This research guide was created in 2022 by Annalise Welte and is managed by Getty Library Staff.
Texts and Research: Payton Phillips Quintanilla, Megan O’Neil, Matthew Robb, and Mary Miller
Content Development and Editing: Alicia Maria Houtrouw and Andrew Turner
Transcriptions and Research Support: Jessica Craig
This guide is a work in progress. Additional links and information will be added over time.
Please send any additions, corrections, or other suggestions for this research guide to email@example.com.
Selected Correspondence between Earl Stendahl and Guillermo Echániz
There are three folders associated with Guillermo Echániz in the Stendahl Art Galleries Records (2017.M.38, box 11, folders 7-9), which together contain upwards of 300 pages of documentation, largely ranging in date from 1938 to 1957. While most of these documents are correspondence between Earl Stendahl (and later Alfred Stendahl, Earl’s son) and Guillermo Echániz, also included are invoices and promissory notes, object and price lists, and occasional communication with other interlocutors.

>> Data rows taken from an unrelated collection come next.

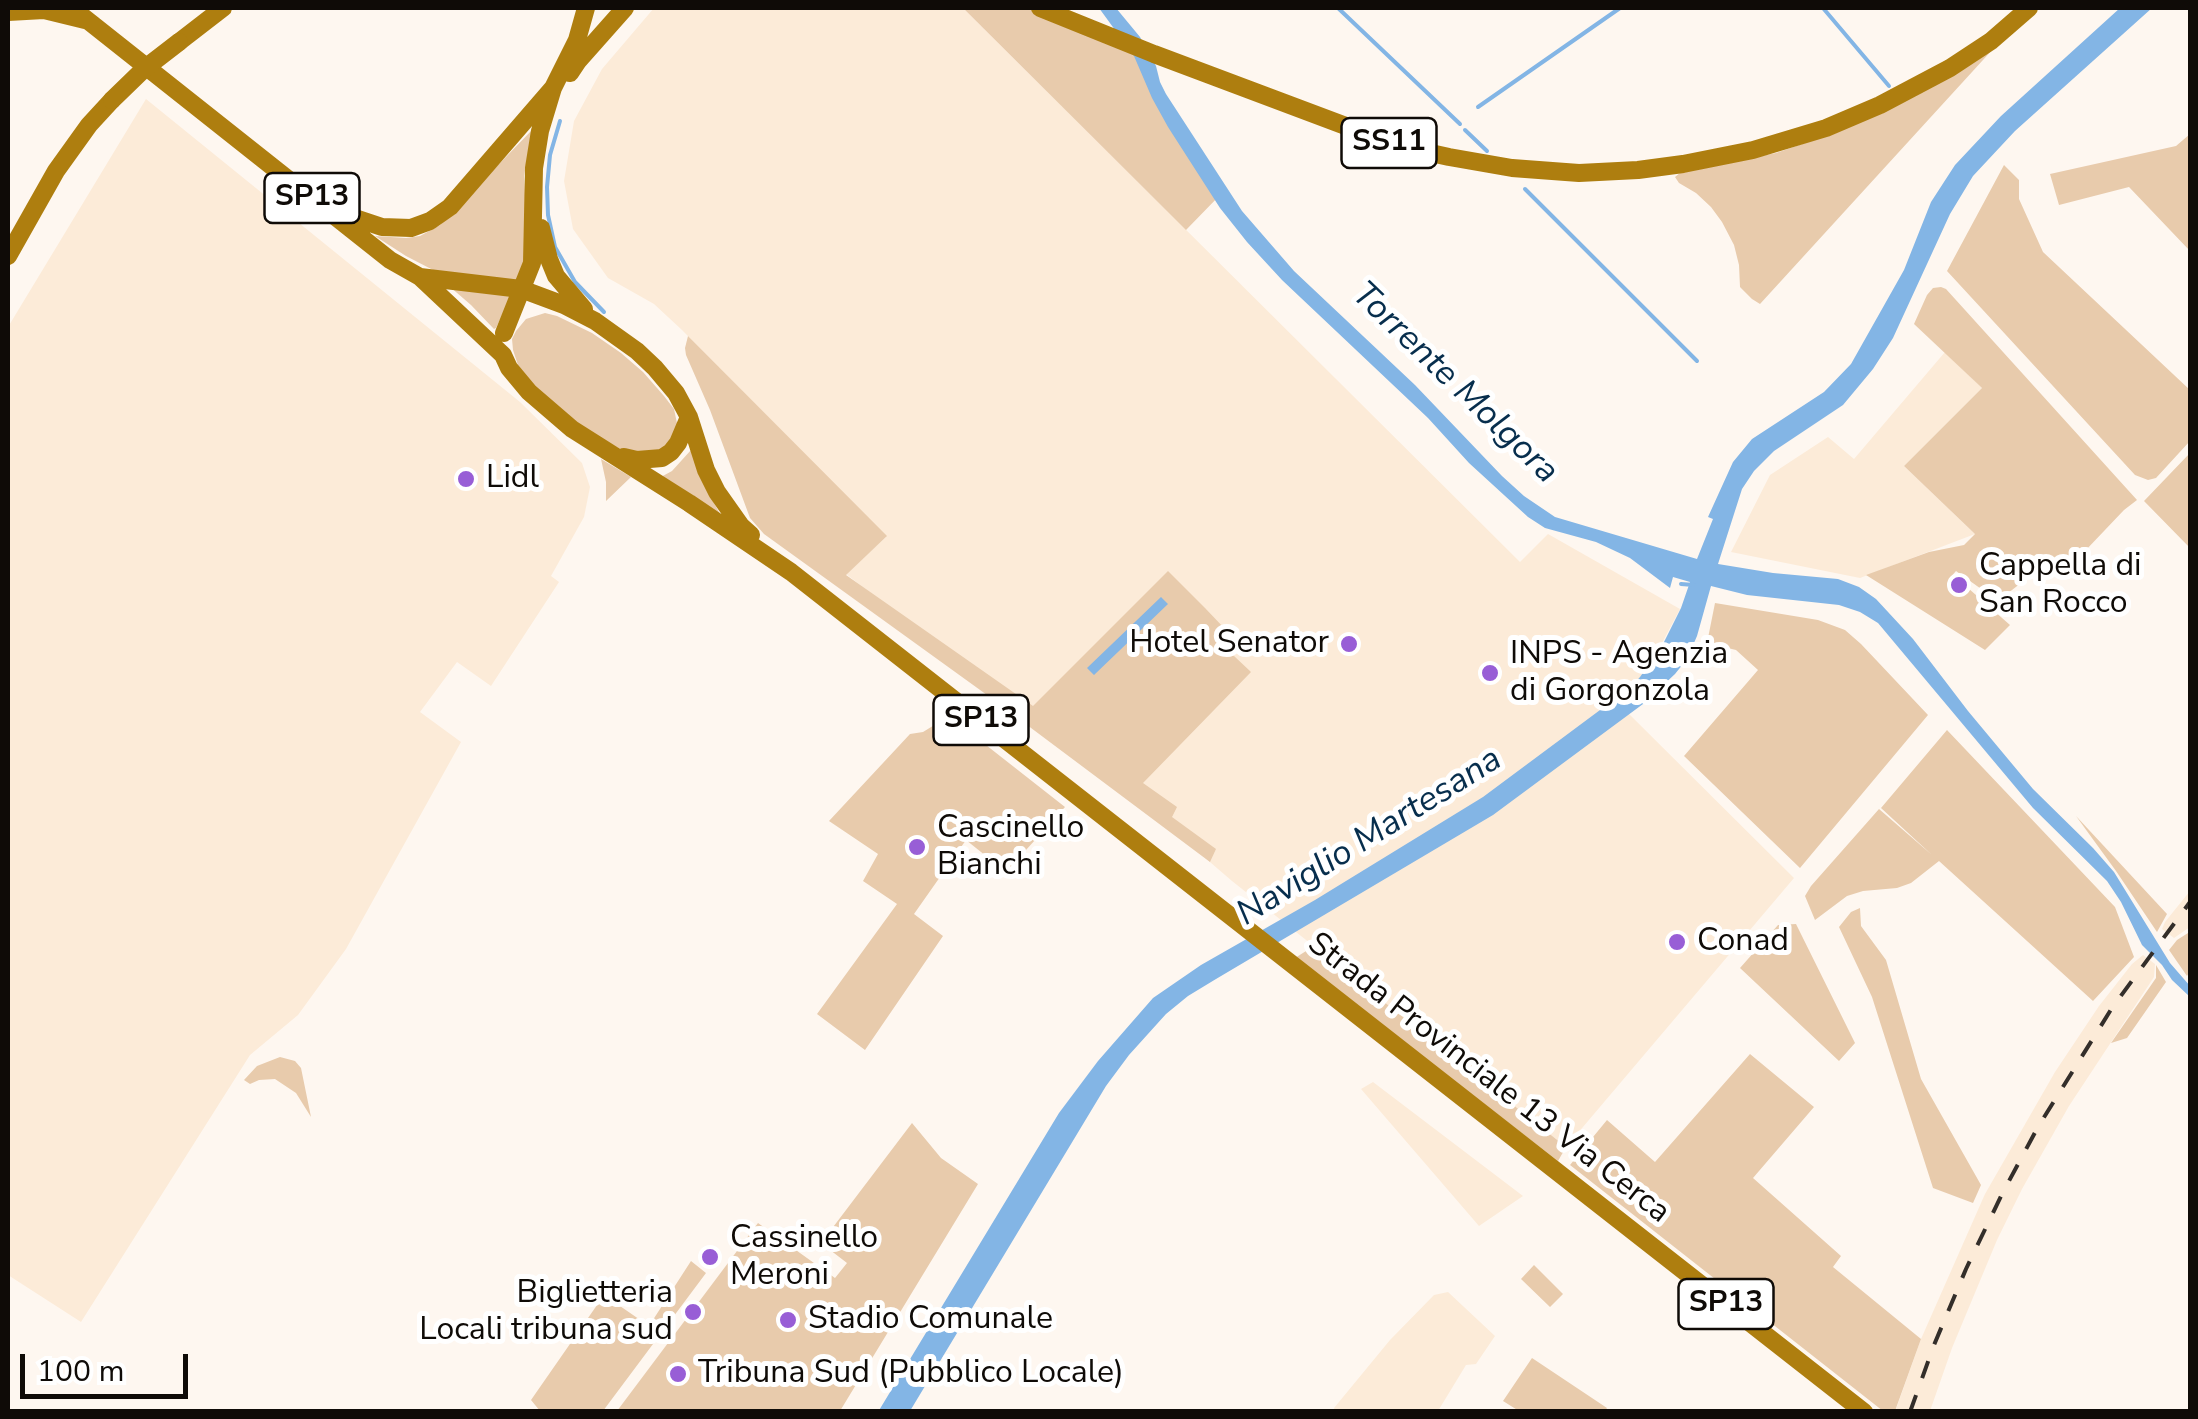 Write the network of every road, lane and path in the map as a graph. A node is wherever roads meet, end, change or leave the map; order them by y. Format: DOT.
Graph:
graph roads {
  1 [pos="72,8"];
  2 [pos="223,8"];
  3 [pos="586,8"];
  4 [pos="625,8"];
  5 [pos="1040,8"];
  6 [pos="2027,8"];
  7 [pos="8,12"];
  8 [pos="90,22"];
  9 [pos="553,88"];
  10 [pos="207,114"];
  11 [pos="544,116"];
  12 [pos="534,203"];
  13 [pos="8,256"];
  14 [pos="420,277"];
  15 [pos="521,289"];
  16 [pos="564,304"];
  17 [pos="595,321"];
  18 [pos="504,333"];
  19 [pos="503,356"];
  20 [pos="689,417"];
  21 [pos="614,454"];
  22 [pos="791,572"];
  23 [pos="1864,1412"];
  1 -- 8 [label="main road, Strada Provinciale 13 Via Cerca / SP13"];
  2 -- 13 [label="main road, bridge"];
  3 -- 9 [label="main road"];
  4 -- 11 [label="main road"];
  5 -- 6 [label="main road, SS11"];
  7 -- 8 [label="main road"];
  8 -- 10 [label="main road, Strada Provinciale 13 Via Cerca / SP13"];
  9 -- 10 [label="main road"];
  9 -- 11 [label="main road"];
  10 -- 14 [label="main road, Strada Provinciale 13 Via Cerca / SP13"];
  11 -- 12 [label="main road"];
  12 -- 15 [label="main road"];
  12 -- 17 [label="main road"];
  14 -- 15 [label="main road, Strada Provinciale 13 Via Cerca / SP13"];
  14 -- 19 [label="main road, Strada Provinciale 13 Via Cerca / SP13"];
  15 -- 16 [label="main road, Strada Provinciale 13 Via Cerca / SP13"];
  15 -- 18 [label="main road"];
  16 -- 17 [label="main road, Strada Provinciale 13 Via Cerca / SP13"];
  16 -- 18 [label="main road"];
  17 -- 20 [label="main road, Strada Provinciale 13 Via Cerca / SP13"];
  18 -- 19 [label="main road"];
  19 -- 21 [label="main road, Strada Provinciale 13 Via Cerca / SP13"];
  20 -- 21 [label="main road, SP13"];
  20 -- 22 [label="main road, Strada Provinciale 13 Via Cerca / SP13"];
  21 -- 22 [label="main road, Strada Provinciale 13 Via Cerca / SP13"];
  22 -- 23 [label="main road, Strada Provinciale 13 Via Cerca / SP13"];
} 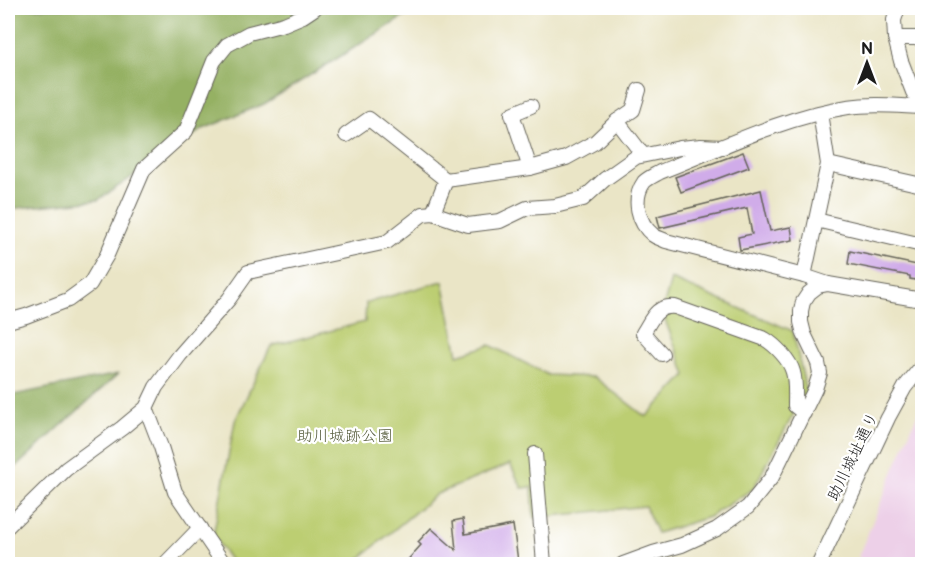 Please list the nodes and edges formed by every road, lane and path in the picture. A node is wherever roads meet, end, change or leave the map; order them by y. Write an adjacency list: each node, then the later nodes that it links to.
1 (315, 8): 23 (street)
2 (898, 8): 3 (street)
3 (896, 38): 4 (street); 7 (street)
4 (922, 38)
5 (639, 90): 9 (street)
6 (531, 106): 14 (street)
7 (922, 107): 8 (street)
8 (819, 113): 11 (street); 13 (street)
9 (617, 121): 12 (street); 14 (street)
10 (346, 135): 15 (street)
11 (723, 147): 12 (street); 20 (street)
12 (643, 155): 17 (street)
13 (828, 164): 16 (street); 18 (street)
14 (530, 168): 15 (street)
15 (446, 180): 17 (street)
16 (922, 185)
17 (433, 213): 26 (street)
18 (816, 220): 19 (street); 20 (street)
19 (922, 245)
20 (804, 276): 21 (street)
21 (828, 284): 22 (street); 27 (street)
22 (922, 300)
23 (8, 321)
24 (662, 354): 27 (street)
25 (922, 366): 35 (street, 助川城址通り)
26 (146, 408): 29 (street); 30 (street)
27 (804, 413): 34 (street)
28 (535, 453): 33 (street)
29 (8, 526)
30 (200, 528): 31 (street); 32 (street)
31 (165, 564)
32 (224, 564)
33 (544, 564)
34 (623, 564)
35 (819, 564)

At least 44 documents, dated 1940–1949, relate to Teotihuacan, with the overwhelming majority being letters that address murals (variously called frescoes, painted walls, decorated walls, paintings on plaster, panels, etc.) and plans to extract murals and other pre-Hispanic objects from this expansive site on a much larger scale. Ten such letters have been selected for this Research Guide because they reveal details of the looted murals’ place of discovery, when and how Echániz and Stendahl removed them from the site and from Mexico, and how other individuals may have assisted or sought to impede their efforts.
The selection opens in late October 1940, just over a year into WWII, with Earl Stendahl struggling to piece together a single looted mural. The selection then follows Stendahl and Echániz as they navigate the logistical, financial, and legal implications of trafficking in murals, while also developing their inventory of, and client base for, a vast array of pre-Hispanic objects, and grappling with questions of authenticity and constraints on capital. The final letter in the selection is from early January 1942, and closes with Stendahl confirming his interest in Echániz’s proposal for an expanded operation at Teotihuacan. This selection also includes a rich cast of collectors, archaeologists, museum professionals, artists, farmers, government officials, diplomats, celebrities, and others, with many individuals embodying more than one role. Taken as a whole, these selected letters situate Stendahl and Echániz within a dynamic international and intercultural milieu and illustrate the early evolution of their long-term partnership.